_Activity:_
The data beneath this task is to be duplicated exactly, in its entirety.

*** Data under study ***

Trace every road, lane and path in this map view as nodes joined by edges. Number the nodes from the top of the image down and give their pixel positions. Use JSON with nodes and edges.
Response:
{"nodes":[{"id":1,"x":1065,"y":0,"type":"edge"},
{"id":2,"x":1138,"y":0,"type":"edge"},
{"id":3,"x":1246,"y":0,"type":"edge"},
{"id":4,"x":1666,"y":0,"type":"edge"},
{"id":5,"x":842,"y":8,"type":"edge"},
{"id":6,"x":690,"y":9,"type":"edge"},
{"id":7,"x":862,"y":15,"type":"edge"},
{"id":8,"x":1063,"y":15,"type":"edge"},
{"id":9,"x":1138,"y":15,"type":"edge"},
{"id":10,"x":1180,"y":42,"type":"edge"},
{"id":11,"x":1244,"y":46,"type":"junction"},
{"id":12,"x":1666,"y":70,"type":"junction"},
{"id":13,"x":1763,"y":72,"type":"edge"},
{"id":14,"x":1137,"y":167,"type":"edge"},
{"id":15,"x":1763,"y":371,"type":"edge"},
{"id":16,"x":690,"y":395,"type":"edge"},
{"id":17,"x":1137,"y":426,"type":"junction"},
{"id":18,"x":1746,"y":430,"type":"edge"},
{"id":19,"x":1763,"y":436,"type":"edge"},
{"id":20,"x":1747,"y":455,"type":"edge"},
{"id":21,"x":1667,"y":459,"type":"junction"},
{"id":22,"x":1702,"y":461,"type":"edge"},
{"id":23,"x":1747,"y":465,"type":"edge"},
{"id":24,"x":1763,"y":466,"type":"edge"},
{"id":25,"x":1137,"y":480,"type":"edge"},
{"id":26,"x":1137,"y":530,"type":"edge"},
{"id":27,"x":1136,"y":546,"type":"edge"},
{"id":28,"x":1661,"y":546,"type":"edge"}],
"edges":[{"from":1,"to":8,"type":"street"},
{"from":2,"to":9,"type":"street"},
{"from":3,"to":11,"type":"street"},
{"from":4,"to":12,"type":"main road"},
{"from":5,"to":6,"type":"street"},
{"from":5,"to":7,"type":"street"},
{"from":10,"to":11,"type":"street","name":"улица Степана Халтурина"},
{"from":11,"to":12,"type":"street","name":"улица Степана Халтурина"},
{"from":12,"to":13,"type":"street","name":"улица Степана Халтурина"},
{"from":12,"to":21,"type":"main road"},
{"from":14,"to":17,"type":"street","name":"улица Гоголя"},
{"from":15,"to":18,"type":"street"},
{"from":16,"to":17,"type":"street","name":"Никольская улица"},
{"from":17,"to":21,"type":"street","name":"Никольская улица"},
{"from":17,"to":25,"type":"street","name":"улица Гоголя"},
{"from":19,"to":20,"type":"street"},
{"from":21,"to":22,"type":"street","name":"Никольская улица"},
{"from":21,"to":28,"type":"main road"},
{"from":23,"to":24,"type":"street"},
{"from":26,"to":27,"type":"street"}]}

*** End of Data under study ***

_Exercise response:_
Trace every road, lane and path in this map view as nodes joined by edges. Number the nodes from the top of the image down and give their pixel positions. Use JSON with nodes and edges.
Response:
{"nodes":[{"id":1,"x":1065,"y":0,"type":"edge"},
{"id":2,"x":1138,"y":0,"type":"edge"},
{"id":3,"x":1246,"y":0,"type":"edge"},
{"id":4,"x":1666,"y":0,"type":"edge"},
{"id":5,"x":842,"y":8,"type":"edge"},
{"id":6,"x":690,"y":9,"type":"edge"},
{"id":7,"x":862,"y":15,"type":"edge"},
{"id":8,"x":1063,"y":15,"type":"edge"},
{"id":9,"x":1138,"y":15,"type":"edge"},
{"id":10,"x":1180,"y":42,"type":"edge"},
{"id":11,"x":1244,"y":46,"type":"junction"},
{"id":12,"x":1666,"y":70,"type":"junction"},
{"id":13,"x":1763,"y":72,"type":"edge"},
{"id":14,"x":1137,"y":167,"type":"edge"},
{"id":15,"x":1763,"y":371,"type":"edge"},
{"id":16,"x":690,"y":395,"type":"edge"},
{"id":17,"x":1137,"y":426,"type":"junction"},
{"id":18,"x":1746,"y":430,"type":"edge"},
{"id":19,"x":1763,"y":436,"type":"edge"},
{"id":20,"x":1747,"y":455,"type":"edge"},
{"id":21,"x":1667,"y":459,"type":"junction"},
{"id":22,"x":1702,"y":461,"type":"edge"},
{"id":23,"x":1747,"y":465,"type":"edge"},
{"id":24,"x":1763,"y":466,"type":"edge"},
{"id":25,"x":1137,"y":480,"type":"edge"},
{"id":26,"x":1137,"y":530,"type":"edge"},
{"id":27,"x":1136,"y":546,"type":"edge"},
{"id":28,"x":1661,"y":546,"type":"edge"}],
"edges":[{"from":1,"to":8,"type":"street"},
{"from":2,"to":9,"type":"street"},
{"from":3,"to":11,"type":"street"},
{"from":4,"to":12,"type":"main road"},
{"from":5,"to":6,"type":"street"},
{"from":5,"to":7,"type":"street"},
{"from":10,"to":11,"type":"street","name":"улица Степана Халтурина"},
{"from":11,"to":12,"type":"street","name":"улица Степана Халтурина"},
{"from":12,"to":13,"type":"street","name":"улица Степана Халтурина"},
{"from":12,"to":21,"type":"main road"},
{"from":14,"to":17,"type":"street","name":"улица Гоголя"},
{"from":15,"to":18,"type":"street"},
{"from":16,"to":17,"type":"street","name":"Никольская улица"},
{"from":17,"to":21,"type":"street","name":"Никольская улица"},
{"from":17,"to":25,"type":"street","name":"улица Гоголя"},
{"from":19,"to":20,"type":"street"},
{"from":21,"to":22,"type":"street","name":"Никольская улица"},
{"from":21,"to":28,"type":"main road"},
{"from":23,"to":24,"type":"street"},
{"from":26,"to":27,"type":"street"}]}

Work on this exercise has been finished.